'''
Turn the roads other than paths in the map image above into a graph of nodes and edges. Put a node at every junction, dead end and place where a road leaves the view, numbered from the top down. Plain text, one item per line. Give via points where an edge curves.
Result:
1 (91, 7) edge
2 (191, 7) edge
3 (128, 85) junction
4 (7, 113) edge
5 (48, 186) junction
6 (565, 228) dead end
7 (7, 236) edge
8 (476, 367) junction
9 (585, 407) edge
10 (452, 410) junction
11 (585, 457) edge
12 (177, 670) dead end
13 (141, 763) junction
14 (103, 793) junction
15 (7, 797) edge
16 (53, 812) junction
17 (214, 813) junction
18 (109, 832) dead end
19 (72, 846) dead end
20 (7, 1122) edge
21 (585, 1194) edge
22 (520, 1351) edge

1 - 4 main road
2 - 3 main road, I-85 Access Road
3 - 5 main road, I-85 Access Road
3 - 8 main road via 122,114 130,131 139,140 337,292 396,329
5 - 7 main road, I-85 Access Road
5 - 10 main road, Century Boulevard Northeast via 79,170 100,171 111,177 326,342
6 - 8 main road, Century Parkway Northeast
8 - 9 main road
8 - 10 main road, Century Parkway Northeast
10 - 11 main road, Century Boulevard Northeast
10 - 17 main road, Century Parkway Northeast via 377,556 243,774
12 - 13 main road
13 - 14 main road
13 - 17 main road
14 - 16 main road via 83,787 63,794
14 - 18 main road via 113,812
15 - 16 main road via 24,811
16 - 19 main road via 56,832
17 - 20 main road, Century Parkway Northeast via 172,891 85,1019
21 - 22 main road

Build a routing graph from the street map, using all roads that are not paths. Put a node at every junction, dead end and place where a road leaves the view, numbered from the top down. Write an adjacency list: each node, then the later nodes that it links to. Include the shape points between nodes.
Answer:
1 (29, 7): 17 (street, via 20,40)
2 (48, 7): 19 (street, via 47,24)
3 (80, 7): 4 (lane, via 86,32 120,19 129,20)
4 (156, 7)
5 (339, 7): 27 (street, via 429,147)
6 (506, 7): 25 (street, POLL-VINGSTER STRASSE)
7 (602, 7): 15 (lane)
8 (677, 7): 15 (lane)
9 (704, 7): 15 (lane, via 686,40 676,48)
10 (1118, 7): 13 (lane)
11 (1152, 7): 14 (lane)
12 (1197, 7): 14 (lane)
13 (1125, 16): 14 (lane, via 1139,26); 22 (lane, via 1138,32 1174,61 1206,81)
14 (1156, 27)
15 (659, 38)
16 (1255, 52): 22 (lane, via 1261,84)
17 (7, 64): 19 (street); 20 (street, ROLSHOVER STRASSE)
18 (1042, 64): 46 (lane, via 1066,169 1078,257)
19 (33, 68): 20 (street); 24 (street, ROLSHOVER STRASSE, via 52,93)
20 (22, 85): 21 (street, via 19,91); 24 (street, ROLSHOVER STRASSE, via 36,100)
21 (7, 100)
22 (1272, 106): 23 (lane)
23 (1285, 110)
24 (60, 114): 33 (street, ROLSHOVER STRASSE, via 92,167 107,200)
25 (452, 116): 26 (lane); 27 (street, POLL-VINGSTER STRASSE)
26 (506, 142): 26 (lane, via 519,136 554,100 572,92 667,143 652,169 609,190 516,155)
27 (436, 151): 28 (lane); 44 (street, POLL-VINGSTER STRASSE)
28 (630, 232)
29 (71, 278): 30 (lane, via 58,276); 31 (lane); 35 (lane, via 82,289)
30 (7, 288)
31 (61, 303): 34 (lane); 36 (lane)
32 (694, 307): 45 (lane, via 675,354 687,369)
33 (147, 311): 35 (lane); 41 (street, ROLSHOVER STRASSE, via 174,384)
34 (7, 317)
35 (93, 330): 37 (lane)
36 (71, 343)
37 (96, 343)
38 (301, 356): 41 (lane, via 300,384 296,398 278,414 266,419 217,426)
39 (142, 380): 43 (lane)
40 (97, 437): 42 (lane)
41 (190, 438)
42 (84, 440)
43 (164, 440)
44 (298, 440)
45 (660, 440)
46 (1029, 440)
'''
#### Problem details:
Up to and including the line with "Build a routing", repeat the entries exactly, beginning at their first line.

#### Task response:
Turn the roads other than paths in the map image above into a graph of nodes and edges. Put a node at every junction, dead end and place where a road leaves the view, numbered from the top down. Plain text, one item per line. Give via points where an edge curves.
Result:
1 (91, 7) edge
2 (191, 7) edge
3 (128, 85) junction
4 (7, 113) edge
5 (48, 186) junction
6 (565, 228) dead end
7 (7, 236) edge
8 (476, 367) junction
9 (585, 407) edge
10 (452, 410) junction
11 (585, 457) edge
12 (177, 670) dead end
13 (141, 763) junction
14 (103, 793) junction
15 (7, 797) edge
16 (53, 812) junction
17 (214, 813) junction
18 (109, 832) dead end
19 (72, 846) dead end
20 (7, 1122) edge
21 (585, 1194) edge
22 (520, 1351) edge

1 - 4 main road
2 - 3 main road, I-85 Access Road
3 - 5 main road, I-85 Access Road
3 - 8 main road via 122,114 130,131 139,140 337,292 396,329
5 - 7 main road, I-85 Access Road
5 - 10 main road, Century Boulevard Northeast via 79,170 100,171 111,177 326,342
6 - 8 main road, Century Parkway Northeast
8 - 9 main road
8 - 10 main road, Century Parkway Northeast
10 - 11 main road, Century Boulevard Northeast
10 - 17 main road, Century Parkway Northeast via 377,556 243,774
12 - 13 main road
13 - 14 main road
13 - 17 main road
14 - 16 main road via 83,787 63,794
14 - 18 main road via 113,812
15 - 16 main road via 24,811
16 - 19 main road via 56,832
17 - 20 main road, Century Parkway Northeast via 172,891 85,1019
21 - 22 main road

Build a routing graph from the street map, using all roads that are not paths. Put a node at every junction, dead end and place where a road leaves the view, numbered from the top down. Write an adjacency list: each node, then the later nodes that it links to. Include the shape points between nodes.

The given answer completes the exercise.